» INFORMATION SHOWN:
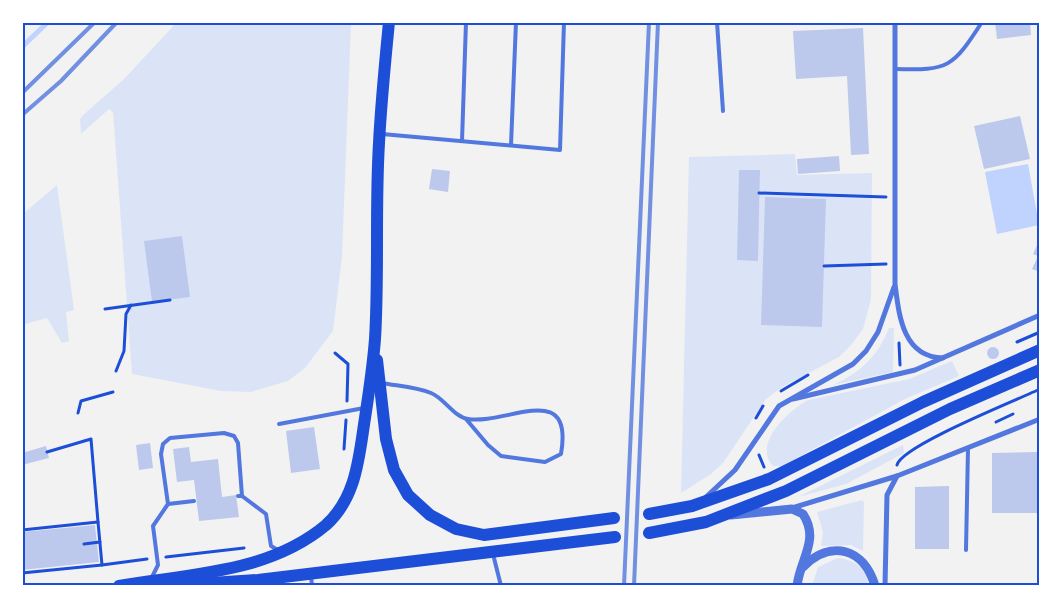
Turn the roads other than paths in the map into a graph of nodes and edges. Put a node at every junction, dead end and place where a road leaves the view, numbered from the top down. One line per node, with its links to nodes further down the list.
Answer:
1 (381, 22): 11 (main road)
2 (389, 22): 11 (main road)
3 (466, 22): 12 (lane)
4 (516, 22): 13 (lane)
5 (564, 22): 13 (lane)
6 (717, 22): 10 (lane)
7 (895, 22): 9 (street)
8 (982, 22): 9 (lane)
9 (895, 69): 14 (street)
10 (723, 111)
11 (380, 127): 12 (lane); 16 (main road)
12 (462, 141): 13 (lane)
13 (511, 146)
14 (895, 284): 18 (street); 21 (street)
15 (1040, 315): 18 (street)
16 (375, 340): 20 (main road); 22 (main road)
17 (1040, 350): 30 (main road)
18 (943, 358): 21 (street)
19 (1040, 370): 33 (main road)
20 (380, 382): 23 (lane); 34 (main road)
21 (785, 402): 30 (street)
22 (366, 408): 25 (lane); 37 (main road)
23 (466, 419): 23 (lane)
24 (1040, 419): 26 (street)
25 (279, 424)
26 (968, 448): 27 (street); 38 (lane)
27 (897, 476): 31 (street); 48 (street)
28 (194, 501): 29 (lane)
29 (168, 504): 37 (lane); 42 (lane)
30 (692, 506): 32 (main road)
31 (787, 509): 33 (street); 40 (street)
32 (649, 514)
33 (723, 516): 35 (main road)
34 (614, 518)
35 (648, 533)
36 (615, 537): 39 (main road)
37 (292, 548): 42 (main road)
38 (966, 550)
39 (492, 552): 41 (main road); 45 (lane)
40 (801, 569): 46 (street); 47 (street)
41 (311, 580): 44 (main road)
42 (144, 582): 43 (main road)
43 (119, 586)
44 (166, 586)
45 (502, 586)
46 (797, 586)
47 (875, 586)
48 (885, 586)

» PROBLEM DETAILS: Type the entries again verbatim. Any pictures should be skipped.

» TASK RESULT:
Turn the roads other than paths in the map into a graph of nodes and edges. Put a node at every junction, dead end and place where a road leaves the view, numbered from the top down. One line per node, with its links to nodes further down the list.
Answer:
1 (381, 22): 11 (main road)
2 (389, 22): 11 (main road)
3 (466, 22): 12 (lane)
4 (516, 22): 13 (lane)
5 (564, 22): 13 (lane)
6 (717, 22): 10 (lane)
7 (895, 22): 9 (street)
8 (982, 22): 9 (lane)
9 (895, 69): 14 (street)
10 (723, 111)
11 (380, 127): 12 (lane); 16 (main road)
12 (462, 141): 13 (lane)
13 (511, 146)
14 (895, 284): 18 (street); 21 (street)
15 (1040, 315): 18 (street)
16 (375, 340): 20 (main road); 22 (main road)
17 (1040, 350): 30 (main road)
18 (943, 358): 21 (street)
19 (1040, 370): 33 (main road)
20 (380, 382): 23 (lane); 34 (main road)
21 (785, 402): 30 (street)
22 (366, 408): 25 (lane); 37 (main road)
23 (466, 419): 23 (lane)
24 (1040, 419): 26 (street)
25 (279, 424)
26 (968, 448): 27 (street); 38 (lane)
27 (897, 476): 31 (street); 48 (street)
28 (194, 501): 29 (lane)
29 (168, 504): 37 (lane); 42 (lane)
30 (692, 506): 32 (main road)
31 (787, 509): 33 (street); 40 (street)
32 (649, 514)
33 (723, 516): 35 (main road)
34 (614, 518)
35 (648, 533)
36 (615, 537): 39 (main road)
37 (292, 548): 42 (main road)
38 (966, 550)
39 (492, 552): 41 (main road); 45 (lane)
40 (801, 569): 46 (street); 47 (street)
41 (311, 580): 44 (main road)
42 (144, 582): 43 (main road)
43 (119, 586)
44 (166, 586)
45 (502, 586)
46 (797, 586)
47 (875, 586)
48 (885, 586)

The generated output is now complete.